Timber 2 Table Wilg Game Recipes

5 Ways You Ruined Your Wild Turkey Meat

By author of Timber 2 Table Wild Game Recipes

A wild turkey is one of the tastiest game animals around, so avoid these pitfalls to get the most from your bird

Wild turkey is one of our favorite meals. Forget the genetic freaks from the supermarket that modern poultry producers have bred to reach gigantic sizes in a few short months. They don’t taste like turkey. In fact, they don’t taste like much at all.

Wild turkeys spend their days foraging for wild food. Acorns, grains, bugs, the first tender, young green shoots of spring grass and clover: those things add real flavor to the meat of a wild turkey. Couple that with the turkey’s constant need to be on the move, be it to find food or evade predators, and you get dense muscle instead of the limp and flaccid meat found in a supermarket production turkey.

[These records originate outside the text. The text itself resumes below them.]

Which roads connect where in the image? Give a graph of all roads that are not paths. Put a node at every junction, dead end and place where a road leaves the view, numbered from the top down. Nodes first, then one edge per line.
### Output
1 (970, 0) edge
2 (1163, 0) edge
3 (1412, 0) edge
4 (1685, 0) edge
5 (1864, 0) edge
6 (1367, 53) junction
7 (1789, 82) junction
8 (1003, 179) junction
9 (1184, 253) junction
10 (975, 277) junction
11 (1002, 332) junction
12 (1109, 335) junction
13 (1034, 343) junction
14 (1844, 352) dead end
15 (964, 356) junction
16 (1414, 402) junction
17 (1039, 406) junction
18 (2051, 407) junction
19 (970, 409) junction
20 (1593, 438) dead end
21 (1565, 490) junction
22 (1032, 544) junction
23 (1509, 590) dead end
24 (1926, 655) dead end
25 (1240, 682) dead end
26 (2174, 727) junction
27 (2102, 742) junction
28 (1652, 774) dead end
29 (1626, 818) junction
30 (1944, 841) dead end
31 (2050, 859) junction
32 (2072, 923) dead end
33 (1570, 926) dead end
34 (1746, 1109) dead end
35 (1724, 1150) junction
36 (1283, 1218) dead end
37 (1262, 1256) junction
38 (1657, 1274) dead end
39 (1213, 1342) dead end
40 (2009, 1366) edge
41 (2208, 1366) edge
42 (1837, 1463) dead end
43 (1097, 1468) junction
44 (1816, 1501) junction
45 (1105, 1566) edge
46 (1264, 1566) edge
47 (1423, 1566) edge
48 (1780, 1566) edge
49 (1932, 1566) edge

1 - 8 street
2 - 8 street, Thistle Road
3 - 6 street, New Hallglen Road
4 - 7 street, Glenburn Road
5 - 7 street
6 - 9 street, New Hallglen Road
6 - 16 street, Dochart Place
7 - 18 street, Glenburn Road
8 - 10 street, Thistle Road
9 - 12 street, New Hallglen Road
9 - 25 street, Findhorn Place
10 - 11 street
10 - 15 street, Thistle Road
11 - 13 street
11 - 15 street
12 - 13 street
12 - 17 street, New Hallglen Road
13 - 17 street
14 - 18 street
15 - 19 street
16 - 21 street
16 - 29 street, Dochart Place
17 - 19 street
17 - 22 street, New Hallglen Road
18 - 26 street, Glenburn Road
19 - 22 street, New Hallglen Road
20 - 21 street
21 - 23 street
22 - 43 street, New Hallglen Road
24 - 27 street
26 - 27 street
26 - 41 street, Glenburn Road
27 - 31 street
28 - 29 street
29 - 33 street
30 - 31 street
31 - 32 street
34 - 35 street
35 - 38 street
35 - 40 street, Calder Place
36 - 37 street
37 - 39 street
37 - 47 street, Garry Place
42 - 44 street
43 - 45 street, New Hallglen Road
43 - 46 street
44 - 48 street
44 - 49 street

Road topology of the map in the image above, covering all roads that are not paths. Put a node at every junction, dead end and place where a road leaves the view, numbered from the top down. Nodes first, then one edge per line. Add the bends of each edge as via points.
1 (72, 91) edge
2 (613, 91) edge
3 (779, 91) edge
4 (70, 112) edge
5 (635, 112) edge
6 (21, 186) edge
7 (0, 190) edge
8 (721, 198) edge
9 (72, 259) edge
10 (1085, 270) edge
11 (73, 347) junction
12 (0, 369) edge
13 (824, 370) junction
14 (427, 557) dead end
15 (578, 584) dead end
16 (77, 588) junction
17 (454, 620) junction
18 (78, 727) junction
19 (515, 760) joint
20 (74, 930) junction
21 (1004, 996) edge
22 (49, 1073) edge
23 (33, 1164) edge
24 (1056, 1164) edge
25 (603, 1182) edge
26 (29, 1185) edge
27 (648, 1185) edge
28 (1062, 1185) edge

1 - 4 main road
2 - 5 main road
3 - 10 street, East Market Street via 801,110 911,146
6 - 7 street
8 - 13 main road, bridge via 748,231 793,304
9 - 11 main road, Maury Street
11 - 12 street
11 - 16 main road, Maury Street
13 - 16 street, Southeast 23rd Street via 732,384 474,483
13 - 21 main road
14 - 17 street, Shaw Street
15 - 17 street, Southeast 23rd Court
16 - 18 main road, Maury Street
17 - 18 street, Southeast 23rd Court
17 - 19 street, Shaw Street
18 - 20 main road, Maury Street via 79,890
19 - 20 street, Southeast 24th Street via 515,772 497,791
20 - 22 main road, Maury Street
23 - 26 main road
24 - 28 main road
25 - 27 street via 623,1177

But just because the meat from your wild bird starts out better than a factory-farmed turkey, that doesn’t always transfer to the dinner table. Here are a few ways you might have done a disservice to some of the tastiest wild game on the planet.

*Editor's Note: This gallery was originally published in March of 2018. 

(Don't Miss: How to Make Wild Turkey Legs Delicious)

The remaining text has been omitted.